Work request
For the data below, please report each line where the word "المعمل" is found.

[Stored data Boundary: Start]

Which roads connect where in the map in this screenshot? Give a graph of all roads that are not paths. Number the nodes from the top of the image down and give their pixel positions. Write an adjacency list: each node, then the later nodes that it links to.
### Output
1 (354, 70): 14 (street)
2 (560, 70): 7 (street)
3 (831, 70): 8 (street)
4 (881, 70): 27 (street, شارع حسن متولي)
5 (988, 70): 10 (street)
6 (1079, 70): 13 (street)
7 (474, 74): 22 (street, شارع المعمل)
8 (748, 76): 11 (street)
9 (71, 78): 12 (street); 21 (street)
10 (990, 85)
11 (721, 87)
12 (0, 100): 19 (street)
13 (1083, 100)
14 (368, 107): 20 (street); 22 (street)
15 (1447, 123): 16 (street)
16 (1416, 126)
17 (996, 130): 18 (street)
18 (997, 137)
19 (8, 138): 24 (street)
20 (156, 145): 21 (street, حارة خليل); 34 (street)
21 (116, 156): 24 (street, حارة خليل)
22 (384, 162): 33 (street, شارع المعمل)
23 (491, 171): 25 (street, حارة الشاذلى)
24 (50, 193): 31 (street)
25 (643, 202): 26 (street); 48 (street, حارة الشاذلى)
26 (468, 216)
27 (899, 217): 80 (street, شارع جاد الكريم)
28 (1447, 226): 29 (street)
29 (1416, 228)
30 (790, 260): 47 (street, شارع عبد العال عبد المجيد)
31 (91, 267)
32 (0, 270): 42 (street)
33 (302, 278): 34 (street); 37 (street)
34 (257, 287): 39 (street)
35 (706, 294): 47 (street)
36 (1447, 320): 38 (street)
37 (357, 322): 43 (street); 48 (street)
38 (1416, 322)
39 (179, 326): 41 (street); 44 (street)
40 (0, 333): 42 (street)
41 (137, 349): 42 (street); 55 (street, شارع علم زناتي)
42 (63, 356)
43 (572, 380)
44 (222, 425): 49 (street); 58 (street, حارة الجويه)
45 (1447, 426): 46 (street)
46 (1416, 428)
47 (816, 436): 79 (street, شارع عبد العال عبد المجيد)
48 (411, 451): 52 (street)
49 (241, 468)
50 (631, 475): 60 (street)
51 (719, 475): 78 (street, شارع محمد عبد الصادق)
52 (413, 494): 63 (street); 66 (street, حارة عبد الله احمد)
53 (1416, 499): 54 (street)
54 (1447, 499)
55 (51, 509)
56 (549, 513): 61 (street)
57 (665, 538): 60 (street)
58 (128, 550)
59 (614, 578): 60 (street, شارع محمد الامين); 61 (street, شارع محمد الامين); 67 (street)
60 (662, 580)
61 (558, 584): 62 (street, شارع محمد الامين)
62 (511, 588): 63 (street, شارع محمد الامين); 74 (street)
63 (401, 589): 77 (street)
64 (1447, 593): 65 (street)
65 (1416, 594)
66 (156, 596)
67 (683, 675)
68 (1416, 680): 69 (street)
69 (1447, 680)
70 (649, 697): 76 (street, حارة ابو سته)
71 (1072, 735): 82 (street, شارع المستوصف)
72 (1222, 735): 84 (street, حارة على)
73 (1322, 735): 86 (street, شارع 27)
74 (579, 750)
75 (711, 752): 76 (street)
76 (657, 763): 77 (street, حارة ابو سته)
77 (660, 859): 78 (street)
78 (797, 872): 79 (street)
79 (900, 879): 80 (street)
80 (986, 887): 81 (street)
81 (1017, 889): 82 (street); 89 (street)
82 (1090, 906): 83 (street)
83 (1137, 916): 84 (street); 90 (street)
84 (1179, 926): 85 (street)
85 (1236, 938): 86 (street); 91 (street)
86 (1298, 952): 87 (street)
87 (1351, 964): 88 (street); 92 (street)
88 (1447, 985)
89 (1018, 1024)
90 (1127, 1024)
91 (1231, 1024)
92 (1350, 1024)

[Stored data Boundary: End]

Exercise answer
7 (474, 74): 22 (street, شارع المعمل)
22 (384, 162): 33 (street, شارع المعمل)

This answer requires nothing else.